> [TASK STATEMENT] In the records below, find each line that holds "Titnago" and return it.
..............................
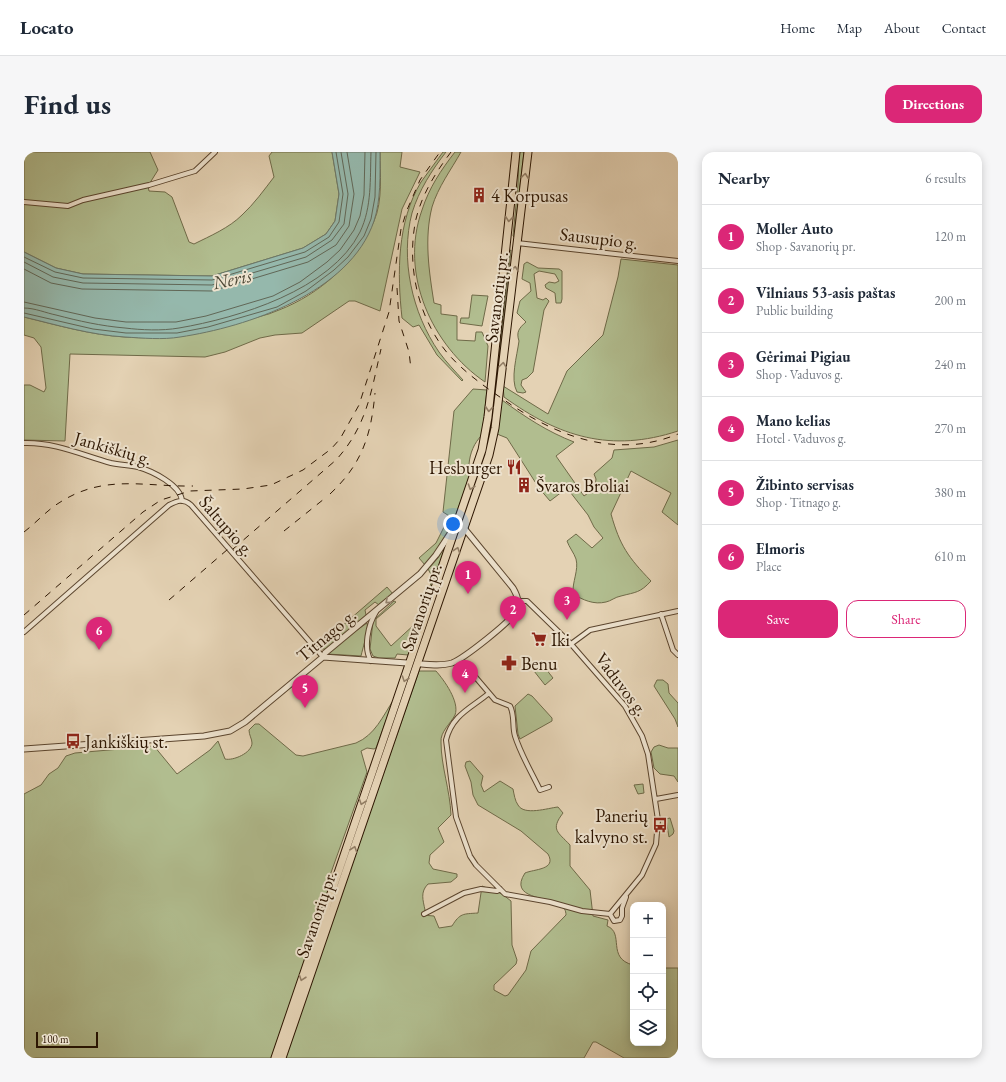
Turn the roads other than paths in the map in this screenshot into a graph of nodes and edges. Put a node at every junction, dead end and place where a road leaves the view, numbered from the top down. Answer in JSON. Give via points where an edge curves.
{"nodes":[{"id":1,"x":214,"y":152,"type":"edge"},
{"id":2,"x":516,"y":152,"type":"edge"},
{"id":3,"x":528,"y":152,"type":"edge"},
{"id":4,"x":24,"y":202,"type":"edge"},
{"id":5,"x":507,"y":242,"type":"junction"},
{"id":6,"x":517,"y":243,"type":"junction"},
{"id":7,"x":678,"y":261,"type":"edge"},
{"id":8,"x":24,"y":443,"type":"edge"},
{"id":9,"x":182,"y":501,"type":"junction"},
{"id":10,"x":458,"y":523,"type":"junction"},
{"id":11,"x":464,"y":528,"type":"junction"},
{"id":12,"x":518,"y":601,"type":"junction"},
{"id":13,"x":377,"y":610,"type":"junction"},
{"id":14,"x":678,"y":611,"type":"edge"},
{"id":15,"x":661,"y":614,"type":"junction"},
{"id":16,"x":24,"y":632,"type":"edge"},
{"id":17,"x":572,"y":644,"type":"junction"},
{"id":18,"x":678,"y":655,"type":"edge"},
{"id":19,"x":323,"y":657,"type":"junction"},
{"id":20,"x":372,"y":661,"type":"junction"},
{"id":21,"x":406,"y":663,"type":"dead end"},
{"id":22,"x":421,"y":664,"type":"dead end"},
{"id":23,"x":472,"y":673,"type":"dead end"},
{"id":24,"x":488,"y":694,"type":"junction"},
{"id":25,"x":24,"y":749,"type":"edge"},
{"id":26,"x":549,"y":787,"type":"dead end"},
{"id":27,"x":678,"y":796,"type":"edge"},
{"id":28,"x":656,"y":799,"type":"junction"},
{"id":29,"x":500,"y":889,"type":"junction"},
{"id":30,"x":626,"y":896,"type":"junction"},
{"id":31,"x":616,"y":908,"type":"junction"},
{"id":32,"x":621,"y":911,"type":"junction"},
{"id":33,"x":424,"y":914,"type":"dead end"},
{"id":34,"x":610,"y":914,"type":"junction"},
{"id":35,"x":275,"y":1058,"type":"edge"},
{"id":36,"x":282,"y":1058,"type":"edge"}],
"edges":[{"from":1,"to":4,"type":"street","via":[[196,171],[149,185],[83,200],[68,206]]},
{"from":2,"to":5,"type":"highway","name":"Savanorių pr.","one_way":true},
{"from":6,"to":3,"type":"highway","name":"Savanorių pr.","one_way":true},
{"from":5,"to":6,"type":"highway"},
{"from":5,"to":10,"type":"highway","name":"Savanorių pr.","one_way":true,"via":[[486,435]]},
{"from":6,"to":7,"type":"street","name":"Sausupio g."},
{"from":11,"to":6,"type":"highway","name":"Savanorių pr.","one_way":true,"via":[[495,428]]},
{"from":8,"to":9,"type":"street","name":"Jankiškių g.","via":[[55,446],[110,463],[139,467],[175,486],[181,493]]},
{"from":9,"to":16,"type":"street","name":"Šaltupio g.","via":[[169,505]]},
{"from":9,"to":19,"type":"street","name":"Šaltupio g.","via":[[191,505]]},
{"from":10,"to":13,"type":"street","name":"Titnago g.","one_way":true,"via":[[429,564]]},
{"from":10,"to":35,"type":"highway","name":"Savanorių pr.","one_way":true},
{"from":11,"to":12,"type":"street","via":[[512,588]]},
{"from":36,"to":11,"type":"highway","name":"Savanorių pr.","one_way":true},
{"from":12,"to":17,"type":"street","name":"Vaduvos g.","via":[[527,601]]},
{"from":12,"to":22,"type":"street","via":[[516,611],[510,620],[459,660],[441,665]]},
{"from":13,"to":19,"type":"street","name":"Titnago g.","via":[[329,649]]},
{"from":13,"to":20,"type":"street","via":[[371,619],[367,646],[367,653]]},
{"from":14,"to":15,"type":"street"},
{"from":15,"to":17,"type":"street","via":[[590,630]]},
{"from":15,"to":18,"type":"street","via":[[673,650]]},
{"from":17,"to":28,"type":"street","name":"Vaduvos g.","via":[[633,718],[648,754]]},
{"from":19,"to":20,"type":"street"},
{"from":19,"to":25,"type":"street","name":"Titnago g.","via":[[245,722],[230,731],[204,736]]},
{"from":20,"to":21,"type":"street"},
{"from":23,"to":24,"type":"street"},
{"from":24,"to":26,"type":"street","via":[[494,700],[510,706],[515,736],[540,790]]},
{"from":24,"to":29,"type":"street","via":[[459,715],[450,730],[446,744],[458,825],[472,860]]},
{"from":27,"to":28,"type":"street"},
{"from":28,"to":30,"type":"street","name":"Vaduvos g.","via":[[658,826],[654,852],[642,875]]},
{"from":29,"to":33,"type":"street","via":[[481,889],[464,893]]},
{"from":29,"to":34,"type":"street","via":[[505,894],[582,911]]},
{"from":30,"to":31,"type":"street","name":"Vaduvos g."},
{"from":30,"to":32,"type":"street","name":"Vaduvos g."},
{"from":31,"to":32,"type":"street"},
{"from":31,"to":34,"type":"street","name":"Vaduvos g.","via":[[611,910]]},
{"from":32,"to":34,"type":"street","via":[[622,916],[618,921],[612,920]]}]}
..............................
> [ANSWER SECTION]
{"from":10,"to":13,"type":"street","name":"Titnago g.","one_way":true,"via":[[429,564]]},
{"from":13,"to":19,"type":"street","name":"Titnago g.","via":[[329,649]]},
{"from":19,"to":25,"type":"street","name":"Titnago g.","via":[[245,722],[230,731],[204,736]]},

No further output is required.